- WHAT IS BEING ASKED -
Every record must be copied exactly. Leave nothing out.

- MATERIAL FOR THIS TASK -
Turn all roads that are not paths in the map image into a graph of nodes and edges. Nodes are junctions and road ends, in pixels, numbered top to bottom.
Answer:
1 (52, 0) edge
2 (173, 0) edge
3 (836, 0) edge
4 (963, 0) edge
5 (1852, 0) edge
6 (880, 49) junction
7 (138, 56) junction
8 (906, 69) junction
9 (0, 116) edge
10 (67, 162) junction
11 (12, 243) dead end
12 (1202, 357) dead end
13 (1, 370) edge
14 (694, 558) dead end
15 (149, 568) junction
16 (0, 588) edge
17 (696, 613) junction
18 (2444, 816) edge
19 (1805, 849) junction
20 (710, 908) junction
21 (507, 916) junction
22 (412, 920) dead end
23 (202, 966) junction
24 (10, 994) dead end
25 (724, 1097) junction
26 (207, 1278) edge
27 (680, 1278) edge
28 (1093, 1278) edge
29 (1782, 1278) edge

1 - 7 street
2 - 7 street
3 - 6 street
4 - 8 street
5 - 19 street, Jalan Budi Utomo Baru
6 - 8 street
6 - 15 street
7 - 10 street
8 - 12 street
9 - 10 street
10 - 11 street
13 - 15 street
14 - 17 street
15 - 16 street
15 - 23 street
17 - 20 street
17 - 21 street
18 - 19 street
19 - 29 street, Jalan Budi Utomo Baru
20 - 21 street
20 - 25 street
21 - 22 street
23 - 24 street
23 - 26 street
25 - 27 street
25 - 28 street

- SOLUTION FOR THIS TASK -
Turn all roads that are not paths in the map image into a graph of nodes and edges. Nodes are junctions and road ends, in pixels, numbered top to bottom.
Answer:
1 (52, 0) edge
2 (173, 0) edge
3 (836, 0) edge
4 (963, 0) edge
5 (1852, 0) edge
6 (880, 49) junction
7 (138, 56) junction
8 (906, 69) junction
9 (0, 116) edge
10 (67, 162) junction
11 (12, 243) dead end
12 (1202, 357) dead end
13 (1, 370) edge
14 (694, 558) dead end
15 (149, 568) junction
16 (0, 588) edge
17 (696, 613) junction
18 (2444, 816) edge
19 (1805, 849) junction
20 (710, 908) junction
21 (507, 916) junction
22 (412, 920) dead end
23 (202, 966) junction
24 (10, 994) dead end
25 (724, 1097) junction
26 (207, 1278) edge
27 (680, 1278) edge
28 (1093, 1278) edge
29 (1782, 1278) edge

1 - 7 street
2 - 7 street
3 - 6 street
4 - 8 street
5 - 19 street, Jalan Budi Utomo Baru
6 - 8 street
6 - 15 street
7 - 10 street
8 - 12 street
9 - 10 street
10 - 11 street
13 - 15 street
14 - 17 street
15 - 16 street
15 - 23 street
17 - 20 street
17 - 21 street
18 - 19 street
19 - 29 street, Jalan Budi Utomo Baru
20 - 21 street
20 - 25 street
21 - 22 street
23 - 24 street
23 - 26 street
25 - 27 street
25 - 28 street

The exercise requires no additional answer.